Now, even corporate bloggers who are given a bit of latitude will need to run many of these ideas past their superiors, but I think they are definitely worth suggesting. One of the first things you can do is begin writing in a first-person, conversational tone. From the start, blogs that connect with a large audience have been personal. While it may not be appropriate for you to use “I” language, you can certainly begin using “we” language. For example, instead of saying, “John Doe Financial is now offering this or that new service,” you can change the language to first person and say “We are proud to offer our customers a new service that will allow them to do such and such.”
Another idea is to write on industry-related hot topics in a journalistic style. Let’s stick with the financial services firm I used as an example and say that recent bad news stories on the state of the economy are getting investors nervous. You could interview some of the seasoned financial advisors at your firm on the top investor concerns, gather quotes, and craft a series of posts on investing through tough economic times. Not only does this help get new professional company voices into the corporate blog other than your own, but taking a professional stance on hot topics in the media that relate to your industry is also a great way to connect with your current blog followers and gather more followers.
In the same vein, you can solicit blog posts from professionals in your company or merely collaborate with them on brief, industry-related how-to posts. For a financial services firm, topics about personal finance and saving money would be relevant. Interspersing these types of short, bite-sized posts in with longer, company-specific posts provides more variety to readers of a corporate blog.
If your corporate blog does not allow visitor comments, lobby your supervisors to enable them. While you will undoubtedly become a moderator for such comments, which can be a royal pain, there is no better way to engage readers than by giving them a voice as well. Failing this, at least lobby to post an e-mail address on the corporate blog home page where readers can communicate their thoughts directly to the corporate communications team and let you in on the topics they would like to see addressed in the blog.

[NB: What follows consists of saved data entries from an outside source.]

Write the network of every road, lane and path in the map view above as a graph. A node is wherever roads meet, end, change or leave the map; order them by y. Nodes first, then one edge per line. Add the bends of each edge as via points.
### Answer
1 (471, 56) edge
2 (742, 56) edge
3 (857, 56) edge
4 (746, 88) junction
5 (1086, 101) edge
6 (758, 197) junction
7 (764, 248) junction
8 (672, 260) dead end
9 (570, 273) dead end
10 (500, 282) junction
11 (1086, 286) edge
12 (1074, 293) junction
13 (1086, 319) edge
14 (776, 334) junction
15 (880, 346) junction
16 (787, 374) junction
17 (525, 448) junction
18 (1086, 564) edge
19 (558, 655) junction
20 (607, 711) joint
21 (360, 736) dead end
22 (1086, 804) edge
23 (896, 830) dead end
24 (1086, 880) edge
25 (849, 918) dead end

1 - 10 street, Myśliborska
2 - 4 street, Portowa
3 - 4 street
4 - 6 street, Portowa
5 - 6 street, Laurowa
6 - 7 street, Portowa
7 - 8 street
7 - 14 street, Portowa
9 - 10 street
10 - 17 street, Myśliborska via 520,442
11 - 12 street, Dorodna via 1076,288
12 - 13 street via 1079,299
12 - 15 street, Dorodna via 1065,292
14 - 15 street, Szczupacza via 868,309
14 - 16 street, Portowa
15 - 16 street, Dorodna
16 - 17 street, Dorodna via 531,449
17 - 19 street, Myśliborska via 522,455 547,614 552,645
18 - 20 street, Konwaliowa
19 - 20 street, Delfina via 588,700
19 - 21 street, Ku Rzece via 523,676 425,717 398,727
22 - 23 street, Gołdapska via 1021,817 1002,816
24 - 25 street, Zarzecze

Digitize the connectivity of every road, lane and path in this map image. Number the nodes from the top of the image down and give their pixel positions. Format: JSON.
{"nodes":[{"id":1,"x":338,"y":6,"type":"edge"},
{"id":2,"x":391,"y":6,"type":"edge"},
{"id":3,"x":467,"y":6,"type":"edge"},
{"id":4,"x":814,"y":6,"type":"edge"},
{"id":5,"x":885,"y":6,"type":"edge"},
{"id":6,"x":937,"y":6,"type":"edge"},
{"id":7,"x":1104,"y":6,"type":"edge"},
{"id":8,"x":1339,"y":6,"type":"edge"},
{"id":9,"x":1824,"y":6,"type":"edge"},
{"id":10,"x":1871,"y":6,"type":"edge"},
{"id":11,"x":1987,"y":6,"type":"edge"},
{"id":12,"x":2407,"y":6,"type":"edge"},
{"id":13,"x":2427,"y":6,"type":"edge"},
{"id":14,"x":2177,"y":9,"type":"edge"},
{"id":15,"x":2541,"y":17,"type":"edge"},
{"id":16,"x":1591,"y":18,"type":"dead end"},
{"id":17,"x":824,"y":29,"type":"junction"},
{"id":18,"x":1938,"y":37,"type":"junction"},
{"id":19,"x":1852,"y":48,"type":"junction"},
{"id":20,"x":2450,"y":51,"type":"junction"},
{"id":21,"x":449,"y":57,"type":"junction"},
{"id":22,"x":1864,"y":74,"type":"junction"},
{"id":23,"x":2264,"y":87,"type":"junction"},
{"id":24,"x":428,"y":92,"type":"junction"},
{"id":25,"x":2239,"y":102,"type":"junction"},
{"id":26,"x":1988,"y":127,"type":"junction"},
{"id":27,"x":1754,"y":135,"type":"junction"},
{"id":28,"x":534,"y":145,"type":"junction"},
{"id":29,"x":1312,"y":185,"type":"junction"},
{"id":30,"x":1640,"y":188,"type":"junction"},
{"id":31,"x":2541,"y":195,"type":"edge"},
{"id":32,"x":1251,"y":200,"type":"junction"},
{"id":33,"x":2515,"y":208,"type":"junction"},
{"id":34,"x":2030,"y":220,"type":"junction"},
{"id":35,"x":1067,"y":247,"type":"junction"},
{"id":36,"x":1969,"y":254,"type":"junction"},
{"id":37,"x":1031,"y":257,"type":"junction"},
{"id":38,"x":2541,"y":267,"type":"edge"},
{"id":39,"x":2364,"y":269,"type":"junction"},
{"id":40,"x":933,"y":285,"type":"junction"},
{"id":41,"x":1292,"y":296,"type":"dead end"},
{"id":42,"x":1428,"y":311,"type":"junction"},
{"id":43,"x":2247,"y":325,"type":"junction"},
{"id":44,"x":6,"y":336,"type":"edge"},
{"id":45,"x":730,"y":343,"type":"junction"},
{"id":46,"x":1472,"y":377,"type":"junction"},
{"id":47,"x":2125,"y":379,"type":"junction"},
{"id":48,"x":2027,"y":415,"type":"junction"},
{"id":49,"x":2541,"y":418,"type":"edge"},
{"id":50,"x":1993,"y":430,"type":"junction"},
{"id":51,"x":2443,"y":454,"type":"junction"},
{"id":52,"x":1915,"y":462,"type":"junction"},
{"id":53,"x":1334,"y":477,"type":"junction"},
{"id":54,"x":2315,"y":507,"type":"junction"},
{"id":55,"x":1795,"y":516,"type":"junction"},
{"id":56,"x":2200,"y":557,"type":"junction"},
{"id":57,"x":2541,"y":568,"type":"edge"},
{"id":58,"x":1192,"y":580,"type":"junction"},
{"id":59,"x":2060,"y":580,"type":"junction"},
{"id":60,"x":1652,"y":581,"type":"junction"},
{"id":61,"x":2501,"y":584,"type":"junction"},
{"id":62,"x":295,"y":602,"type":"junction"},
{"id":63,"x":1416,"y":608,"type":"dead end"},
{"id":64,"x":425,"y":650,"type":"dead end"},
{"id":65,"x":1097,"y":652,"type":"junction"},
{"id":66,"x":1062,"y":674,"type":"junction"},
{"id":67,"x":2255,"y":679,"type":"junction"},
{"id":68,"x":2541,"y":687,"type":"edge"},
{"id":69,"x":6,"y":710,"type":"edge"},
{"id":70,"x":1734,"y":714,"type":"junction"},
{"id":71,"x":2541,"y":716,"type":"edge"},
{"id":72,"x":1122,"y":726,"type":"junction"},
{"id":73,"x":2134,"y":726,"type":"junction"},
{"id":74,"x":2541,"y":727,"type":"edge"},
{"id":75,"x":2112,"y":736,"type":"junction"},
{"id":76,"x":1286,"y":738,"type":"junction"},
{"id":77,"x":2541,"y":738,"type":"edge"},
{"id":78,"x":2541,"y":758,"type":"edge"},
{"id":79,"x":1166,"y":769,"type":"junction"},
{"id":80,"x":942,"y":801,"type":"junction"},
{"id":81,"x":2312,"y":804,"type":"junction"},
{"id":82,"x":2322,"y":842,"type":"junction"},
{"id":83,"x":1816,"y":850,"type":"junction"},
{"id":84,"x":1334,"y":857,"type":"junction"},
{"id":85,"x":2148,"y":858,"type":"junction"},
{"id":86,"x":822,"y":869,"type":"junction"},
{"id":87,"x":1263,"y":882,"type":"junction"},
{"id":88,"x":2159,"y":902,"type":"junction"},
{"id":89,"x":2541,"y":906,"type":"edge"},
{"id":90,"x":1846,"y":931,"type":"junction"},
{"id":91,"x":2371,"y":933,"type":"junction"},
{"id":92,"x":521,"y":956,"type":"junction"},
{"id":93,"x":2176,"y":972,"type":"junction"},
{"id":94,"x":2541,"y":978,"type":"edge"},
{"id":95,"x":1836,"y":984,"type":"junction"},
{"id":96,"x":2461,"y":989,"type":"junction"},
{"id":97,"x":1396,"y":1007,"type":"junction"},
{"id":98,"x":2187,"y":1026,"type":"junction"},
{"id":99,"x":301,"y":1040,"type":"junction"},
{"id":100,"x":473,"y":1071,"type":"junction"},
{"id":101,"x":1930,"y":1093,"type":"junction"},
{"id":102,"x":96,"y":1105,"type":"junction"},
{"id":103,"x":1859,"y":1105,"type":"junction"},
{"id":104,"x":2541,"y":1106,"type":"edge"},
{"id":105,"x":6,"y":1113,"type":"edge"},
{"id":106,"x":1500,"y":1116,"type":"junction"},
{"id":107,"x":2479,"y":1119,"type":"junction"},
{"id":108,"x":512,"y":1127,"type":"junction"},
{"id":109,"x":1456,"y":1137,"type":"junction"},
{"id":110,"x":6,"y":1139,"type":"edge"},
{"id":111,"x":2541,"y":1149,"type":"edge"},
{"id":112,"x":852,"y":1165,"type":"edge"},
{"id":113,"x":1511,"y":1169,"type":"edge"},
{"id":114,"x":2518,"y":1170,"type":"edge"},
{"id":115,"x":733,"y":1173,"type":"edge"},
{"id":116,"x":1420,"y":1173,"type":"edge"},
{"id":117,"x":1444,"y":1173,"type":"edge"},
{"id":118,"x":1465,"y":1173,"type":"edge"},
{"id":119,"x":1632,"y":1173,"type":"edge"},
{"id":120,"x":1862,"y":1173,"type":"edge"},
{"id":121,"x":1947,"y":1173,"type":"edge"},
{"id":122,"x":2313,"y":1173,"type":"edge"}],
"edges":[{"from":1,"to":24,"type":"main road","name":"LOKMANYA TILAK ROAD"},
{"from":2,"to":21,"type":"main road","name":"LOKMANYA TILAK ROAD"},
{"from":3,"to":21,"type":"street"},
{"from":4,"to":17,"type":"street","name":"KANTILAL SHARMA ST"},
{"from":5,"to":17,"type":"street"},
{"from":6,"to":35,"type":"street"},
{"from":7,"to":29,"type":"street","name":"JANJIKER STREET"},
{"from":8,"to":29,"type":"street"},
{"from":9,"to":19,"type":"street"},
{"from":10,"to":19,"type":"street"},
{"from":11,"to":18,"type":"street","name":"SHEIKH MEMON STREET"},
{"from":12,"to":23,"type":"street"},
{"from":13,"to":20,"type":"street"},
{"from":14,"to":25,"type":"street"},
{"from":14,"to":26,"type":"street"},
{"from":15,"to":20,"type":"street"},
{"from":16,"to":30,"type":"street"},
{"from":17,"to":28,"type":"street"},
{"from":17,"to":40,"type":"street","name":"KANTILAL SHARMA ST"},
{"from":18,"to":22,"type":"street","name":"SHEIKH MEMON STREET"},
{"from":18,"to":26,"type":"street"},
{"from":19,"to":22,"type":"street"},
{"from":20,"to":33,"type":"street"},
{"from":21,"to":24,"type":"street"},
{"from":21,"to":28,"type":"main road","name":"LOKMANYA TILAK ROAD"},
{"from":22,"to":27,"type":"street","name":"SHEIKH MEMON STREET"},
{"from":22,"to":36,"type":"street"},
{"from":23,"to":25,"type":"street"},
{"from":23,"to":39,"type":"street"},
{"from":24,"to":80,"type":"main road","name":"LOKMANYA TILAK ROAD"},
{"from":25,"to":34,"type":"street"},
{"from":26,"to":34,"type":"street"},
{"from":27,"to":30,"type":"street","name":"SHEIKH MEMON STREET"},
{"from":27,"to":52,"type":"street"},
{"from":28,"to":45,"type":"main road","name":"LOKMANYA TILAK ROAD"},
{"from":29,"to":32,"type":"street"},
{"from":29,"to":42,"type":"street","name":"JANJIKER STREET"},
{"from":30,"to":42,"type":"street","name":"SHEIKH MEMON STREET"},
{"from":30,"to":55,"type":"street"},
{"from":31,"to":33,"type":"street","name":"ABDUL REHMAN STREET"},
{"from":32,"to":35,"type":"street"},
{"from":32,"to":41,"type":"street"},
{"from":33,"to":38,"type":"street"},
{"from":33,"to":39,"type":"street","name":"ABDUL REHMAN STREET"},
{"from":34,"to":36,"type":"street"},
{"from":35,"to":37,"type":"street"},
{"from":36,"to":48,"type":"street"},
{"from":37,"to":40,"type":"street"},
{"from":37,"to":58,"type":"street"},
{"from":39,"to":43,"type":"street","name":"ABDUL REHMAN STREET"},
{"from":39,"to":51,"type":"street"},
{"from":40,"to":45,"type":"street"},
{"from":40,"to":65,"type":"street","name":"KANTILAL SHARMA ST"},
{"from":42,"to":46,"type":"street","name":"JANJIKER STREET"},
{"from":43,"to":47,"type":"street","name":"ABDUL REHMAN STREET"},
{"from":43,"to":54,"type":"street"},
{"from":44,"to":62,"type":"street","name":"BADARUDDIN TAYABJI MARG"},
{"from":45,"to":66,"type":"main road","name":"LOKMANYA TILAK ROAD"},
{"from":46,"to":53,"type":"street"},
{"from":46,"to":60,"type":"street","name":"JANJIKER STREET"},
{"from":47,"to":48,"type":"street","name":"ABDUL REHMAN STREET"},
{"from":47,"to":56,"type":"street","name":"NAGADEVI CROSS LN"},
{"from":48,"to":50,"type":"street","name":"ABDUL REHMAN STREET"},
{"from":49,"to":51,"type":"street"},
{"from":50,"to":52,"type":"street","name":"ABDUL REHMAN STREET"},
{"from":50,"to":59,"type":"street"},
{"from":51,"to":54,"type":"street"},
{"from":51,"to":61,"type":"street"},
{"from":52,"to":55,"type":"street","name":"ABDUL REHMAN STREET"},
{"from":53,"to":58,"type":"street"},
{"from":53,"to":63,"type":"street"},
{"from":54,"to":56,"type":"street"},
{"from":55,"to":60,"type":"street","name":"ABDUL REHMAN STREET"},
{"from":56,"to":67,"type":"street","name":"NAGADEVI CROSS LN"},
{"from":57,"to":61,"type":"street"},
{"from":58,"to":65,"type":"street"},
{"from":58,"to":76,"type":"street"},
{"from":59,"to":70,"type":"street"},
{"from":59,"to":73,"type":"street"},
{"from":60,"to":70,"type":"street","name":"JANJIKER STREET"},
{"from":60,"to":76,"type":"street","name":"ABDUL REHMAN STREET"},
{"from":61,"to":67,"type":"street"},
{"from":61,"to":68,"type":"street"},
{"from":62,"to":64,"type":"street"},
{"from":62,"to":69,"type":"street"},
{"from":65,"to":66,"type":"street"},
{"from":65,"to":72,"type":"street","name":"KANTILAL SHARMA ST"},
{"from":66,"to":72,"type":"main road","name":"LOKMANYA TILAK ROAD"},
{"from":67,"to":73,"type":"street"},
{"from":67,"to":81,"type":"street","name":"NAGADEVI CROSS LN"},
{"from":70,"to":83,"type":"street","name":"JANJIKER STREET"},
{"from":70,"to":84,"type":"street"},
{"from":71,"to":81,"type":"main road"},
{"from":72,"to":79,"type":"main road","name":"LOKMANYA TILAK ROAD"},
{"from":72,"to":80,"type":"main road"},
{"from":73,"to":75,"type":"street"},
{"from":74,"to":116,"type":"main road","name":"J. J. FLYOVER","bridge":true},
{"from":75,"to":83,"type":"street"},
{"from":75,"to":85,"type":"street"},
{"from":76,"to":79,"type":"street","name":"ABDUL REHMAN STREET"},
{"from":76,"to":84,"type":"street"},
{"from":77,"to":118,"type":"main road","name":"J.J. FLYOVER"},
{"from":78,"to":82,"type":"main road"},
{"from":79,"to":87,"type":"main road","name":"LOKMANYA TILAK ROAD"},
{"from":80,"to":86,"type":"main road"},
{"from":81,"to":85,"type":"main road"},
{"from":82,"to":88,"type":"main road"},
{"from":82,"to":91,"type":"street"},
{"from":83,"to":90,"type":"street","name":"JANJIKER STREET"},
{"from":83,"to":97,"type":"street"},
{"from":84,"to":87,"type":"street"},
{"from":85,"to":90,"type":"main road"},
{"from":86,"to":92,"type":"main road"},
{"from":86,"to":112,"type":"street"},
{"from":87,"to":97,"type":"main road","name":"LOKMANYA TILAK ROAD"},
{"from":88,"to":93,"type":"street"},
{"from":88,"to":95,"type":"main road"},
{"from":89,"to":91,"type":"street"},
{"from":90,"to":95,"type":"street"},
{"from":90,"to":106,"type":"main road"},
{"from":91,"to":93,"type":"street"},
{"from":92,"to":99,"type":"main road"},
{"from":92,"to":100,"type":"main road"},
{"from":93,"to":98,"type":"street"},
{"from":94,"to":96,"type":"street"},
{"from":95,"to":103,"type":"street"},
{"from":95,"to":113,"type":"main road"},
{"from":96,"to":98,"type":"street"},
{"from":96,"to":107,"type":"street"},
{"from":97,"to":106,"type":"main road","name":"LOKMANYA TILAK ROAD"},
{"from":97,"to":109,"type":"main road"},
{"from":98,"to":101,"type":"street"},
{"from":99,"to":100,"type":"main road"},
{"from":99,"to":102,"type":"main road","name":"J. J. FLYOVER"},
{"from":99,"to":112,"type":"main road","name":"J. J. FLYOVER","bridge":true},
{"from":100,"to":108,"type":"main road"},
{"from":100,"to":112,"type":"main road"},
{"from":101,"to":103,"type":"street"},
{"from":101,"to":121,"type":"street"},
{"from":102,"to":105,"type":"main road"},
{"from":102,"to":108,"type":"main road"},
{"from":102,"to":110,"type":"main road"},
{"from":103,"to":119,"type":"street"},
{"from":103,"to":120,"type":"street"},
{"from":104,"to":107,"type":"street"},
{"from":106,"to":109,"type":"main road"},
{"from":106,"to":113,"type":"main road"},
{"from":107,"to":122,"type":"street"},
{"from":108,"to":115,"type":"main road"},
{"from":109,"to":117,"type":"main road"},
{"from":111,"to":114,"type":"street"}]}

Finally, when drafting a blog post, ask one final question before publishing it to keep your corporate blog from becoming so laden with marketing-speak that it is of little value to readers. After answering the who, what, where, when and why in the post, be sure to answer the question who cares? Find an angle in your blog post that points out how the information contained in the post is relevant to customers and/or investors.
This guest post is contributed by Barbara Jolie, who writes on the topics of online classes. She welcomes your comments at her email Id: firstname.lastname@example.org.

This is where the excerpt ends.